┌─ Given information

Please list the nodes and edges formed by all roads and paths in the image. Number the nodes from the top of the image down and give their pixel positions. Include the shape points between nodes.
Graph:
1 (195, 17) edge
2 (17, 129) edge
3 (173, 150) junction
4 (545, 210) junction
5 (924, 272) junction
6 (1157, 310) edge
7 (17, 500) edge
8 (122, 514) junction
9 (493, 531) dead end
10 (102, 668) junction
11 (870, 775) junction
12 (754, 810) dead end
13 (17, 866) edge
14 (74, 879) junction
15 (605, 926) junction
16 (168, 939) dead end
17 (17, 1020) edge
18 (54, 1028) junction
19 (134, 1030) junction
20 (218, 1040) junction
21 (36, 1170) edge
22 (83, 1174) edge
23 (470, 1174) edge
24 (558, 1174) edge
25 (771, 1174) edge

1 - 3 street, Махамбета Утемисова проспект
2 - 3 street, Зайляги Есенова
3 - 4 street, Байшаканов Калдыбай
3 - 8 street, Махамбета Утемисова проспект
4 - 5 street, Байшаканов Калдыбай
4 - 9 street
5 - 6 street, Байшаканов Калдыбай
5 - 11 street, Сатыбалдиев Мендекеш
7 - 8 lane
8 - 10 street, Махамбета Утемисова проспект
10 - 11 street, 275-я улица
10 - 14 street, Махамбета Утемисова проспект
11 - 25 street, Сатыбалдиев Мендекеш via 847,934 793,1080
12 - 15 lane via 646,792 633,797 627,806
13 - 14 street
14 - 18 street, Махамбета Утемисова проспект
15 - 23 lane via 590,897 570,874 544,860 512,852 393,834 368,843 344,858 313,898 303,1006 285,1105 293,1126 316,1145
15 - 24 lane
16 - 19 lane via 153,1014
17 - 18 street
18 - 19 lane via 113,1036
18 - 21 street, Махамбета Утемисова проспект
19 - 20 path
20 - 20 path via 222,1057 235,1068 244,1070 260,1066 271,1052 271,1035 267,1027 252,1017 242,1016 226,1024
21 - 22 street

└─

*Exercise details*: Set down every entry exactly as it appears.

*Task response*:
Please list the nodes and edges formed by all roads and paths in the image. Number the nodes from the top of the image down and give their pixel positions. Include the shape points between nodes.
Graph:
1 (195, 17) edge
2 (17, 129) edge
3 (173, 150) junction
4 (545, 210) junction
5 (924, 272) junction
6 (1157, 310) edge
7 (17, 500) edge
8 (122, 514) junction
9 (493, 531) dead end
10 (102, 668) junction
11 (870, 775) junction
12 (754, 810) dead end
13 (17, 866) edge
14 (74, 879) junction
15 (605, 926) junction
16 (168, 939) dead end
17 (17, 1020) edge
18 (54, 1028) junction
19 (134, 1030) junction
20 (218, 1040) junction
21 (36, 1170) edge
22 (83, 1174) edge
23 (470, 1174) edge
24 (558, 1174) edge
25 (771, 1174) edge

1 - 3 street, Махамбета Утемисова проспект
2 - 3 street, Зайляги Есенова
3 - 4 street, Байшаканов Калдыбай
3 - 8 street, Махамбета Утемисова проспект
4 - 5 street, Байшаканов Калдыбай
4 - 9 street
5 - 6 street, Байшаканов Калдыбай
5 - 11 street, Сатыбалдиев Мендекеш
7 - 8 lane
8 - 10 street, Махамбета Утемисова проспект
10 - 11 street, 275-я улица
10 - 14 street, Махамбета Утемисова проспект
11 - 25 street, Сатыбалдиев Мендекеш via 847,934 793,1080
12 - 15 lane via 646,792 633,797 627,806
13 - 14 street
14 - 18 street, Махамбета Утемисова проспект
15 - 23 lane via 590,897 570,874 544,860 512,852 393,834 368,843 344,858 313,898 303,1006 285,1105 293,1126 316,1145
15 - 24 lane
16 - 19 lane via 153,1014
17 - 18 street
18 - 19 lane via 113,1036
18 - 21 street, Махамбета Утемисова проспект
19 - 20 path
20 - 20 path via 222,1057 235,1068 244,1070 260,1066 271,1052 271,1035 267,1027 252,1017 242,1016 226,1024
21 - 22 street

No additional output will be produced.